* [WHAT YOU HAVE TO DO]
Stop at the line containing "display:block; font-size:70px; line-height:85px": write out every line from the beginning of the entries up to and including it, minus the pictures.

* [DATA EXTRACT]
.....
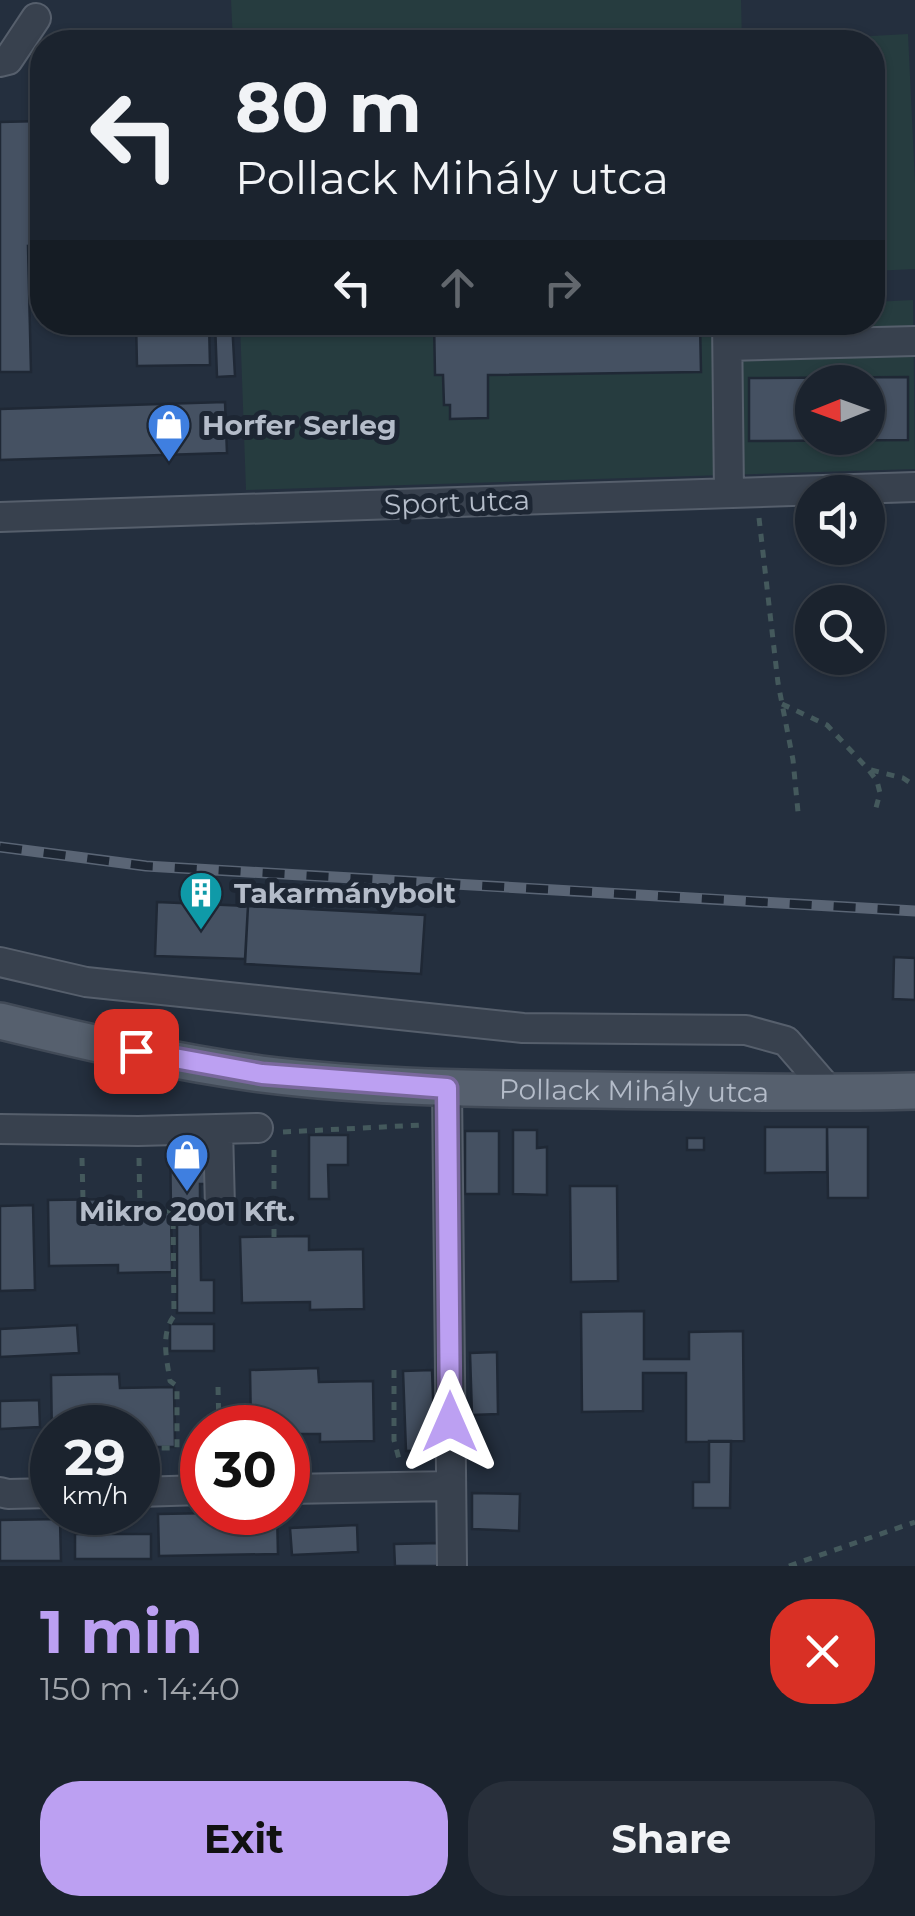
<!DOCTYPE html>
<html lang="en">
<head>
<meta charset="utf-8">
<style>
	body { margin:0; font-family:Montserrat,sans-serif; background:#282f3a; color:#f1f3f6; height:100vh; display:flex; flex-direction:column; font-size:38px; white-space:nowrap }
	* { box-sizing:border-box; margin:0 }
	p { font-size:32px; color:#a0a4aa }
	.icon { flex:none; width:55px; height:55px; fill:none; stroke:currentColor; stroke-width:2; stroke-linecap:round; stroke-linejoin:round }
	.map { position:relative; height:1566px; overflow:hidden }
	.drawer { display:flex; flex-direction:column; background:#1b232e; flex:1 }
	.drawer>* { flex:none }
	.banner { position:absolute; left:30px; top:30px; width:855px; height:305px; border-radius:40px; box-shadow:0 2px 8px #0004,0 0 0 2px #39404a; background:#1b232e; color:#f1f3f6; overflow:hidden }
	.needle { width:65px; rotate:269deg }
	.buttons { position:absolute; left:795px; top:365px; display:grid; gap:20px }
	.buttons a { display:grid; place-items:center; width:90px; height:90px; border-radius:50%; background:#1b232e; box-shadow:0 2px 8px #0004,0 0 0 2px #39404a; font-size:50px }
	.speed { position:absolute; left:30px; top:1405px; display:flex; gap:20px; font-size:50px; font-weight:700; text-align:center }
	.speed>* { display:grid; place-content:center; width:130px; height:130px; border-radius:50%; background:#1b232e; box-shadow:0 2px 8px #0004,0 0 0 2px #39404a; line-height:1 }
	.speed small { font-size:25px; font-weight:400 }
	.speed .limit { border:15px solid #d22; background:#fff; color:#111 }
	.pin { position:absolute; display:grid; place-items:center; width:85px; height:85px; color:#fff; margin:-42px; border-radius:20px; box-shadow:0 5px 15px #0006 }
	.me { position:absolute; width:110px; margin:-55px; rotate:0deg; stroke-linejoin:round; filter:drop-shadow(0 0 8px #0008) }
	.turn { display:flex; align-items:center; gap:35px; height:210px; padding:0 40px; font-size:45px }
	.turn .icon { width:130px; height:130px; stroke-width:2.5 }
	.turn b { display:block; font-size:70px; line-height:85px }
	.lanes { display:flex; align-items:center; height:95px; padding:0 40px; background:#0003; justify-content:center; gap:50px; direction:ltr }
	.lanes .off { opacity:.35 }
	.round { display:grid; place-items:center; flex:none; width:105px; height:105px; border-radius:40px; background:#282f3a }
	.headline { display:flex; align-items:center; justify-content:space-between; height:170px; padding:0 40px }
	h1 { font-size:60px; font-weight:700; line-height:75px; color:#bca0f2 }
	.button { display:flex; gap:20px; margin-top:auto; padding:20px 40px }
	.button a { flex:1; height:115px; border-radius:40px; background:#bca0f2; color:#111; font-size:40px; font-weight:700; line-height:115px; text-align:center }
	.button a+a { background:#282f3a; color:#f1f3f6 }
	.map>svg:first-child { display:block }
	.green { fill:#263c3f; fill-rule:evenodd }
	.building { fill:#455162; stroke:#1f2835; stroke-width:2.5; fill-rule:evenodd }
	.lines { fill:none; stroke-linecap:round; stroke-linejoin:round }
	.minor-casing { stroke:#565f6c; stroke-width:32 }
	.major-casing { stroke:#414a57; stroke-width:40 }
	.path { stroke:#44595c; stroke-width:5; stroke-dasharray:8 8; stroke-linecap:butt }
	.minor { stroke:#38414e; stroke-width:28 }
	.major { stroke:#56606e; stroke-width:35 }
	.rail-casing { stroke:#5a6575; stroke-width:11 }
	.rail { stroke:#1d2633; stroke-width:8; stroke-dasharray:22; stroke-linecap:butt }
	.route-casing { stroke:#7a689d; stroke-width:25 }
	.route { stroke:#bca0f2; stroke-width:18 }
	.labels { text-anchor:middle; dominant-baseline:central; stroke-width:10; stroke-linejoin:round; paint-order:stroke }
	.poi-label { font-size:28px; font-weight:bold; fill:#b4bcc9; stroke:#1d2633; text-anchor:start }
	.street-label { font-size:28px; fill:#b4bcc9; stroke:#1d2633 }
</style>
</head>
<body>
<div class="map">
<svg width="915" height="1566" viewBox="0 0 915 1566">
	<rect width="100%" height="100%" fill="#242f3e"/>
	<path class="green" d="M231,0h510l1,42h-509z
		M908,34l7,149v86l-42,2 -1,-229h-55v-3z
		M913,300l2,169 -669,21 -6,-167 632,-1 1,-20zM812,382h56v56h-56z"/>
	<path class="building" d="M42,121v124l-14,1 3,126h-31v-250z
		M136,322h73l1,43 -73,1z
		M215,322h17l3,54 -18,1z
		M434,322h266l1,50 -213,3v43l-38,1v-14h-6l-1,-30h-8z
		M908,377v63l-159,1v-63zM812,382h56v56h-56z
		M225,402l2,51 -227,7v-51z
		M157,902l91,4 -3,53 -90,-3z
		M248,906l177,9 -4,59 -176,-10z
		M894,957l21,1v42l-22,-1z
		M765,1127h62v45l-62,1z
		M827,1127h41v71h-40z
		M513,1130h24v18l10,-1v48l-34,-1z
		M465,1131h34v63h-34z
		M309,1135h39v30h-20l1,34h-20z
		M687,1138h17v12h-17z
		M170,1142h41v42h-11v25l-29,1z
		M570,1186h47l1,95 -47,1z
		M116,1199l1,14 54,-1 1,60 -54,1v-8l-69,1 -1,-66z
		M33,1205l2,85 -35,1v-85z
		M177,1209h23l1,71h13v33h-37z
		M309,1236v14l54,-1 1,60 -54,1v-8l-68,1 -2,-66z
		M644,1311v48h45v-27l54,-1 1,110 -58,1v-69h-43v38l-61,1 -1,-100z
		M170,1324h44v27h-44z
		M77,1325l2,28 -79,4v-28z
		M497,1352l1,62 -26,1 -2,-62z
		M318,1368l1,14 54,-1 1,60 -54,1v-8h-32v-6h-37l-1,-58z
		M432,1370l3,80 -29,1 -3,-80z
		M119,1374l1,14 54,-1 1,60h-37v-19h-86v12l-1,-65z
		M39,1400l1,27 -40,2v-28z
		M709,1441h22l-1,67h-37v-26h16z
		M472,1493l48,1 -1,37 -47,-2z
		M277,1512l1,42 -119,2 -1,-42z
		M60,1519l1,42h-61v-41z
		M357,1525l1,27 -66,3 -2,-27z
		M75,1534h76v25h-76z
		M440,1543v23h-45l-1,-22z"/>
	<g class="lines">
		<defs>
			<path id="minor" d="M0,62l8,-2 28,-42
				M727,322l2,171
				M728,346l187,-5
				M0,517l915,-30
				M0,962l86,20 437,46 223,2 40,11 45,52
				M447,1088l5,478
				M0,1129l138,2 120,-3
				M218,1129l2,78
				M288,1489l162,-3
				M0,1492l8,2 44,-1
				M138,1492l64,-2"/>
			<g id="major">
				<path id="s1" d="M0,1021c86,21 173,41 261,53 111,14 223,15 334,16 107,1 213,4 320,1"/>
			</g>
		</defs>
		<use href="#minor" class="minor-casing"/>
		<use href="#major" class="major-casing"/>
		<path class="path" d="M759,518l19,165 15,77 5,52
			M782,704l45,21 41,44 9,12 3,12 -6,22
			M871,770l32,8 12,8
			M283,1132l139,-7
			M82,1158l1,42
			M139,1158l1,53h33l1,105c-14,18 -7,44 -4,65l7,5v62h-33l1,17
			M274,1237v-87
			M394,1370v70l5,19
			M218,1387l1,41
			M789,1566l126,-44"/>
		<use href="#minor" class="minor"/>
		<use href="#major" class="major"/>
		<defs>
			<path id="rail" d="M0,847l146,19 769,45"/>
		</defs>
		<use href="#rail" class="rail-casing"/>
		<use href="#rail" class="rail"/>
	</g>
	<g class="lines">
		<defs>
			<path id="route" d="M136,1051l126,23 185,14 3,334"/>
		</defs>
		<use href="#route" class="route-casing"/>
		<use href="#route" class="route"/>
	</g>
	<defs>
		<symbol id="shop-pin" viewBox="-11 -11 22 30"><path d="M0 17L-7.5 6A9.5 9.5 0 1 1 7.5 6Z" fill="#3f7fe0" stroke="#1d2633"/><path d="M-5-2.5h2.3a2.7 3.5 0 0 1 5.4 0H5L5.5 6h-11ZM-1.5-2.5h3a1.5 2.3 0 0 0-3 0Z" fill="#fff"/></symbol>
		<symbol id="building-pin" viewBox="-11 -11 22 30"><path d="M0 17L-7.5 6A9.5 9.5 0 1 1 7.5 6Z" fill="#0f9aa8" stroke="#1d2633"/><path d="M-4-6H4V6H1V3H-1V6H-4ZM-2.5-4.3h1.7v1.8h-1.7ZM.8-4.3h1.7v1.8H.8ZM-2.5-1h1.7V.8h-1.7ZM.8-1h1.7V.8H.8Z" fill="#fff"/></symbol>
	</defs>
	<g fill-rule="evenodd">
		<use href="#shop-pin" x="144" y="400" width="50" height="68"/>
		<use href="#building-pin" x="176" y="868" width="50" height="68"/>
		<use href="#shop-pin" x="162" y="1130" width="50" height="68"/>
	</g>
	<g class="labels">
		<g class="poi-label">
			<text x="202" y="425">Horfer Serleg</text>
			<text x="234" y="893">Takarmánybolt</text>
			<text x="187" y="1211" text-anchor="middle">Mikro 2001 Kft.</text>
		</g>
		<g class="street-label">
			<text transform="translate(457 502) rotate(-2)">Sport utca</text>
			<text stroke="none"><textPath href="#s1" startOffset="640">Pollack Mihály utca</textPath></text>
		</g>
	</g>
</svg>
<div class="buttons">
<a><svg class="needle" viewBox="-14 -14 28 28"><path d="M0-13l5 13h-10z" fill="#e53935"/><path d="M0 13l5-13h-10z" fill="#a0a4aa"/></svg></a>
<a><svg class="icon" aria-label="sound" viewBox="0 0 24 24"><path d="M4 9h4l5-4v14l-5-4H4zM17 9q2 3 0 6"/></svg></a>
<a><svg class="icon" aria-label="search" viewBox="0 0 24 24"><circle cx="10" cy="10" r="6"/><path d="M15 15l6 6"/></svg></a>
</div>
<div class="speed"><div>29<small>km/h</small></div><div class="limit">30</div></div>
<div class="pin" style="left:136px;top:1051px;background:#d93025"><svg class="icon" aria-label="arrive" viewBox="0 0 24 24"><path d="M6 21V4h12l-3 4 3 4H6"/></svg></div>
<svg class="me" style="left:450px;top:1422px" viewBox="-20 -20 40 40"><path d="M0-17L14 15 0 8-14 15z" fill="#bca0f2" stroke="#fff" stroke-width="4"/></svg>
<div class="banner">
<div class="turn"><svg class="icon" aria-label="left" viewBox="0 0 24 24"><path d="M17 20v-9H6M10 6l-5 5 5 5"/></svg><div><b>80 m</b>Pollack Mihály utca</div></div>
<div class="lanes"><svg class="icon" aria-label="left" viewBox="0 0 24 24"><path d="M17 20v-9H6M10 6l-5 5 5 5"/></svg><svg class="icon off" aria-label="ahead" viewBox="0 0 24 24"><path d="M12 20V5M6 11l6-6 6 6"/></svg><svg class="icon off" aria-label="right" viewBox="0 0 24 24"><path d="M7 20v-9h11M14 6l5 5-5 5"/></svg></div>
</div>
</div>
<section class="drawer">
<div class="headline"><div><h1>1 min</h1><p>150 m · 14:40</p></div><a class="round" style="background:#d93025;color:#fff"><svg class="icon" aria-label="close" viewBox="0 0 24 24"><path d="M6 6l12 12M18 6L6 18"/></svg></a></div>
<div class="button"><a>Exit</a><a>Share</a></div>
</section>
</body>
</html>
.....
* [ANSWER]
<!DOCTYPE html>
<html lang="en">
<head>
<meta charset="utf-8">
<style>
	body { margin:0; font-family:Montserrat,sans-serif; background:#282f3a; color:#f1f3f6; height:100vh; display:flex; flex-direction:column; font-size:38px; white-space:nowrap }
	* { box-sizing:border-box; margin:0 }
	p { font-size:32px; color:#a0a4aa }
	.icon { flex:none; width:55px; height:55px; fill:none; stroke:currentColor; stroke-width:2; stroke-linecap:round; stroke-linejoin:round }
	.map { position:relative; height:1566px; overflow:hidden }
	.drawer { display:flex; flex-direction:column; background:#1b232e; flex:1 }
	.drawer>* { flex:none }
	.banner { position:absolute; left:30px; top:30px; width:855px; height:305px; border-radius:40px; box-shadow:0 2px 8px #0004,0 0 0 2px #39404a; background:#1b232e; color:#f1f3f6; overflow:hidden }
	.needle { width:65px; rotate:269deg }
	.buttons { position:absolute; left:795px; top:365px; display:grid; gap:20px }
	.buttons a { display:grid; place-items:center; width:90px; height:90px; border-radius:50%; background:#1b232e; box-shadow:0 2px 8px #0004,0 0 0 2px #39404a; font-size:50px }
	.speed { position:absolute; left:30px; top:1405px; display:flex; gap:20px; font-size:50px; font-weight:700; text-align:center }
	.speed>* { display:grid; place-content:center; width:130px; height:130px; border-radius:50%; background:#1b232e; box-shadow:0 2px 8px #0004,0 0 0 2px #39404a; line-height:1 }
	.speed small { font-size:25px; font-weight:400 }
	.speed .limit { border:15px solid #d22; background:#fff; color:#111 }
	.pin { position:absolute; display:grid; place-items:center; width:85px; height:85px; color:#fff; margin:-42px; border-radius:20px; box-shadow:0 5px 15px #0006 }
	.me { position:absolute; width:110px; margin:-55px; rotate:0deg; stroke-linejoin:round; filter:drop-shadow(0 0 8px #0008) }
	.turn { display:flex; align-items:center; gap:35px; height:210px; padding:0 40px; font-size:45px }
	.turn .icon { width:130px; height:130px; stroke-width:2.5 }
	.turn b { display:block; font-size:70px; line-height:85px }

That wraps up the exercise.